Published August 15, 2002 - More info
IL-12 is a pro-inflammatory mediator and has been implicated as a key player in experimental autoimmune encephalitis (EAE), an animal model for multiple sclerosis. Elevated IL-12 levels have also been reported in multiple sclerosis patients. IL-12 is a heterodimer consisting of two subunits, p40 and p35. Burkhard Becher and colleagues have examined the roles of the two subunits in EAE and report (pages 493–497) that it is not IL-12 itself that is essential for the development of the disease phenotype. Mice lacking p35 (and thus unable to produce IL-12) are highly susceptible to EAE. In contrast, and consistent with earlier findings, mice devoid of p40 are resistant. The authors speculate that another p40-containing cytokine is critical to EAE development, and data on their favorite candidate, IL-23, are eagerly awaited.
Hematopoietic progenitor cells are found primarily in the bone marrow, and this is where external progenitors end up after intravenous injection. Paul Frenette and colleagues examined the mechanisms underlying this homing behavior using sophisticated microscopy to follow human progenitor cells in mutant mice. As they report, beginning on page 559, the same molecules that are known to guide leukocytes to sites of inflammation throughout the body are also involved in the homing of progenitor cells to the bone marrow. In mice lacking P and E selectin, human progenitor cells failed to undergo rolling on bone marrow endothelium and extravasation into the bone marrow compartment. The researchers also observed a difference in rolling efficiency between progenitors derived from adult human peripheral blood and those from cord blood. This might be due to the lack of functional P selectin ligands on a subset of neonatal progenitors. If confirmed by future studies, this would raise the possibility of improving the homing of cord-blood-derived progenitor cells, and possibly their reconstituting potential.
Having previously reported the angiogenic effects of exogenous nicotine, John Cooke and collaborators describe on pages 527–536 the first endogenous cholinergic pathway for angiogenesis, mediated by nicotinic acetylcholine receptors (nAChRs) on the surface of epithelial cells. Selective inhibition of these receptors on cultured endothelial cells significantly reduced new vessel formation and revealed that the effect is primarily mediated by the α7-nAChR receptor isoform. Pharmaceutical inhibition of nAChRs or genetic disruption of α7-nAChR reduced inflammatory and ischemia-induced angiogenesis and suppressed tumor growth in a mouse lung cancer model. These results implicate the cholinergic system in physiological and pathological angiogenesis and suggest new ways for pro- and anti-angiogenic therapeutic intervention
Premature birth, a major contributor to infant mortality, can be delayed by cyclooxygenase (COX) inhibitors. A potentially serious side effect in the fetus or neonate is the altered closure of the ductus arteriosus, which can contribute to respiratory distress and congestive heart failure. Beginning on page 549, Robert Langenbach and colleagues investigate the role that the two COX isoforms, COX-1 and COX-2, play in vessel closure and labor delay in mice. Inhibition of COX-2 during pregnancy had no effect on preventing labor, but adversely affected closure of the ductus arteriosus. Chronic inhibition of COX-1, in contrast, effectively delayed labor without adverse effects, suggesting selective COX-1 inhibition as an alternative strategy for delaying premature labor without the neonatal complications associated with nonselective COX inhibitors.

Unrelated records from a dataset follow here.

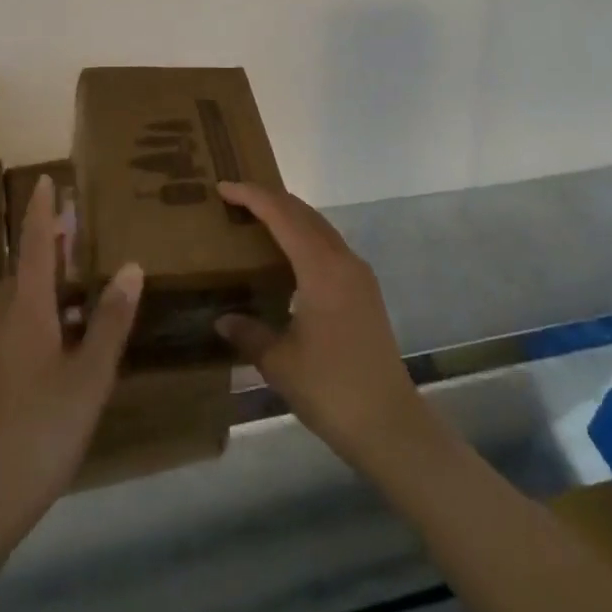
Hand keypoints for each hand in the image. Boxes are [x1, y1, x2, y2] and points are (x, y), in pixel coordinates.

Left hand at [0, 176, 142, 533]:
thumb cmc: (41, 429)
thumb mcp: (89, 375)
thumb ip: (110, 320)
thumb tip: (131, 265)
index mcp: (26, 309)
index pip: (37, 245)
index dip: (43, 211)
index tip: (47, 178)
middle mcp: (3, 317)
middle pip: (26, 265)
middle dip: (49, 240)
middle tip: (79, 222)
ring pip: (20, 293)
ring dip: (46, 273)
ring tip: (77, 266)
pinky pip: (16, 317)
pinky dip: (40, 303)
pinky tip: (64, 325)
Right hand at [215, 180, 430, 472]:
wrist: (389, 424)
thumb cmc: (331, 388)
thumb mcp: (279, 362)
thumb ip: (248, 333)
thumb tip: (223, 319)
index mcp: (321, 268)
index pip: (282, 215)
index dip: (251, 196)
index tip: (222, 187)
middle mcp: (343, 260)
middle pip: (303, 213)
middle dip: (269, 199)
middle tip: (235, 199)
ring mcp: (358, 274)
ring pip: (319, 227)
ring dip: (288, 217)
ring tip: (256, 221)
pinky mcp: (365, 291)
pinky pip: (329, 246)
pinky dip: (303, 237)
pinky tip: (287, 257)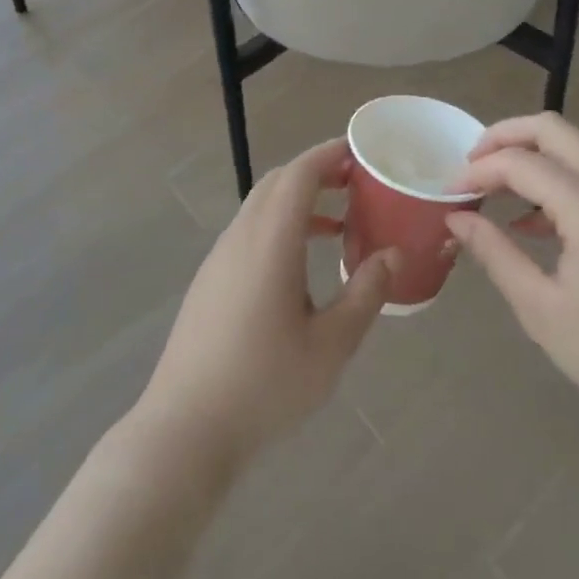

The development of cancer vaccines depends on the identification of tumor-associated antigens that can induce effective immune responses. Most antigens identified early on were associated with melanomas, and some of them have been shown to induce anti-tumor responses in patients. Identification of carcinoma-associated antigens has been less straightforward, but recent technical advances have led to the discovery of a number of promising candidates. One such candidate is lactadherin, a human milk fat globule membrane protein that is overexpressed in a large fraction of breast cancers. In an article beginning on page 453, Lea Eisenbach and colleagues report the identification of antigenic peptides derived from lactadherin. The peptides elicited specific cytotoxic lymphocyte activity in mice and stimulated cytotoxic activity in lymphocytes from breast cancer patients, suggesting these molecules as potential peptide vaccines for breast cancer.